History has confirmed his genius – John Napier, the 7th Laird of Merchiston – born in 1550, resident of Merchiston Tower, and inventor of logarithms and Napier’s Bones, both of which paved the way for substantial further scientific discovery by facilitating the computation of complex calculations. But there has also been a suggestion of a darker side to Napier – accused by some of his contemporaries as being in league with the devil. Quite how much truth lies in these claims is lost in the passage of time. Perhaps more likely it was accusation borne of suspicion of a highly intelligent man, clearly not ordinary, and therefore a threat to a narrow-minded populus?
By all accounts Napier was prone to odd habits – with late nights walks around his lands at Merchiston Tower in his dark cloak and hooded cap – adding to the locals unease. He was also the owner of a black rooster which was at the centre of the plot of one of the tales that lead to cries of wizardry. When he found that servants had been pilfering he made it known that the cockerel could find the culprit. He instructed the men to go one by one to a building where the bird was placed and to run their hands along its tail – the crow of the cockerel would alert them to the perpetrator. Napier was able to deduce the culprit with some help the bird and an examination of the men’s hands – he had covered its tail in soot and the guilty party, fearful of the cockerel’s magic power was the only one whose hands were soot free!

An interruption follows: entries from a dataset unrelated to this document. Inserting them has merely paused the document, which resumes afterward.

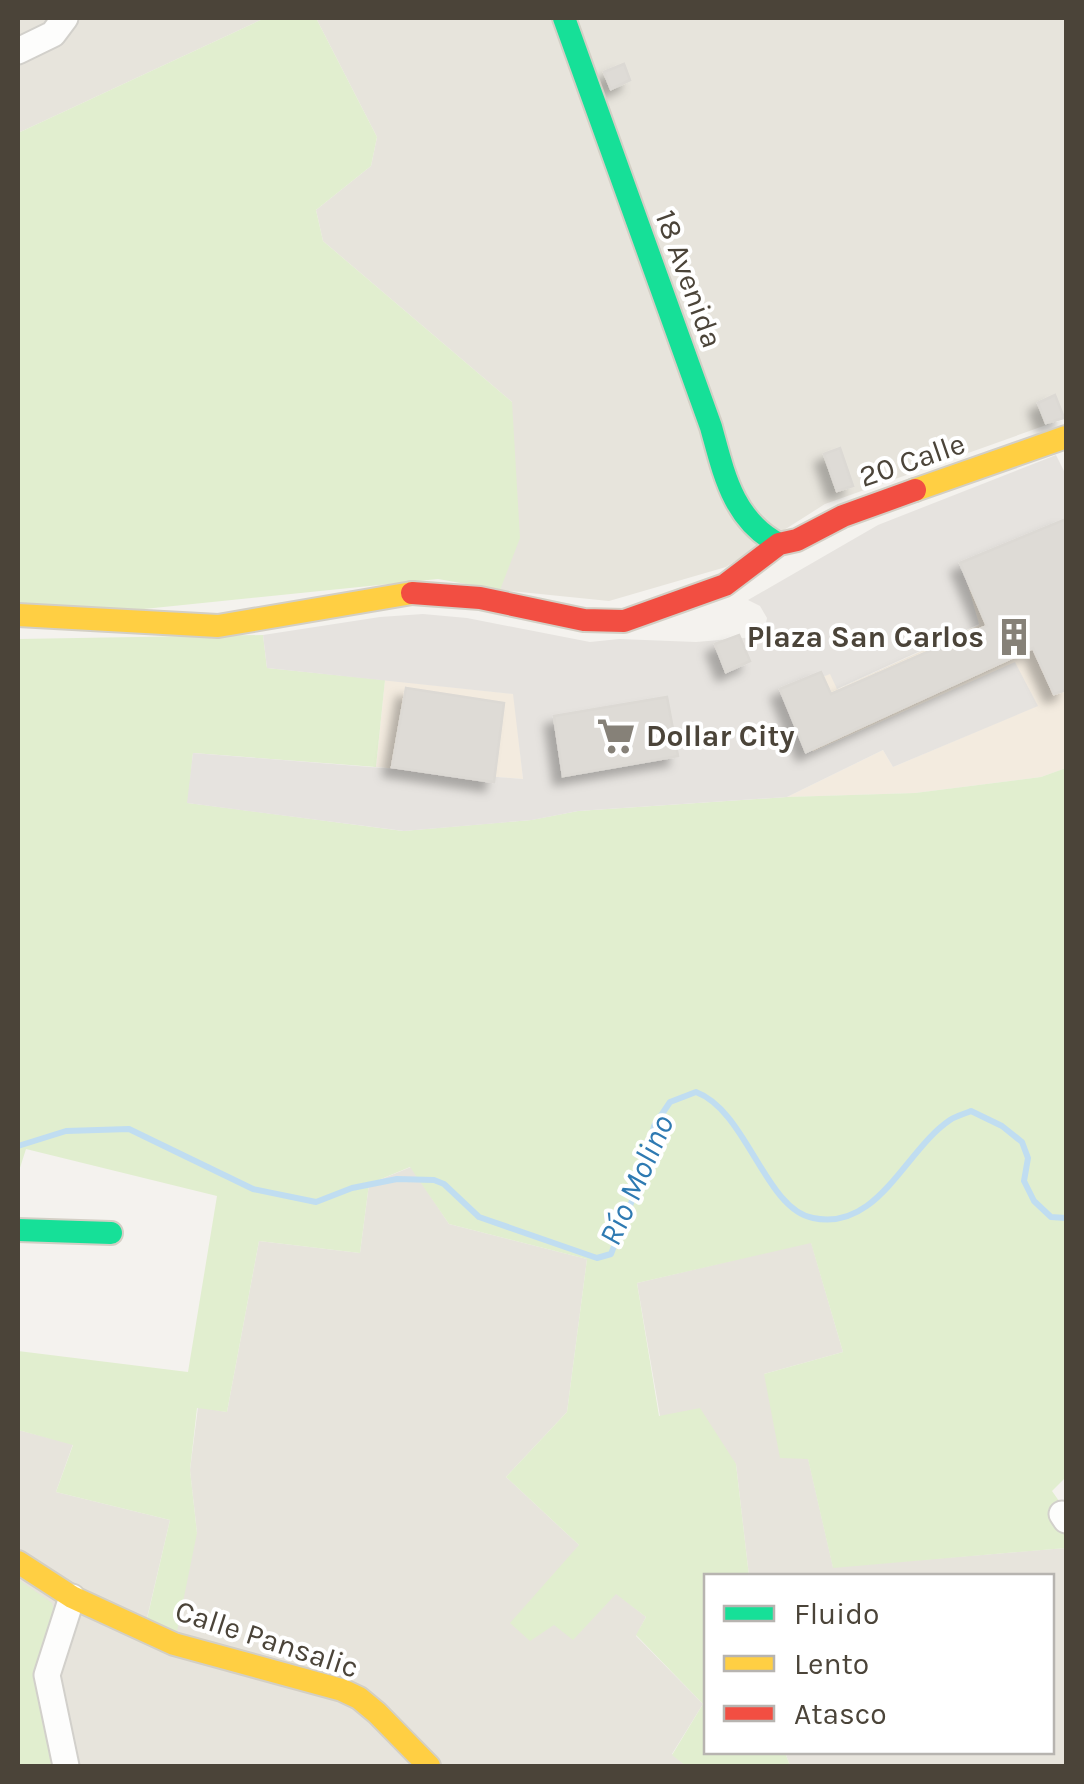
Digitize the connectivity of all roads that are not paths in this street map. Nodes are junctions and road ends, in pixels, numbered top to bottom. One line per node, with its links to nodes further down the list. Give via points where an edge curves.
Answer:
1 (564, 18): 5 (street, 18 Avenida, via 728,484 748,526)
2 (55, 23): 3 (street)
3 (18, 52)
4 (1066, 437): 5 (street, 20 Calle)
5 (779, 544): 6 (street, 20 Calle, via 726,585 624,621 416,592 218,626)
6 (18, 614)
7 (18, 1230): 8 (street)
8 (111, 1233)
9 (18, 1562): 10 (street, Calle Pansalic)
10 (72, 1597): 11 (street, via 47,1674); 12 (street, Calle Pansalic, via 174,1644 342,1690 368,1706)
11 (66, 1766)
12 (429, 1766)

Another tale of strange powers (or higher intelligence) at play revolves around a neighbouring laird whose pigeons were partial to helping themselves to Napier’s corn seed. Napier’s threat to impound the offending birds was met with retort that he should do his worst and capture them if he could. Allegedly, the next day Napier’s men did indeed bag most of the neighbours birds as they lay helpless on the ground. Whilst the locals were agog at the latest of his spells the true cause of the birds state was apparently more to do with their consumption of alcohol laced seed used as bait by the Merchiston laird.
The fact that Napier survived such accusations, was spared a fiery end and prospered speaks volumes for the power and reach of the Napier family. These were violent times – Scotland was in the midst of sectarian based civil strife. Even those of us who have been challenged by the complexities of trigonometric and algebraic exam questions should be grateful for that!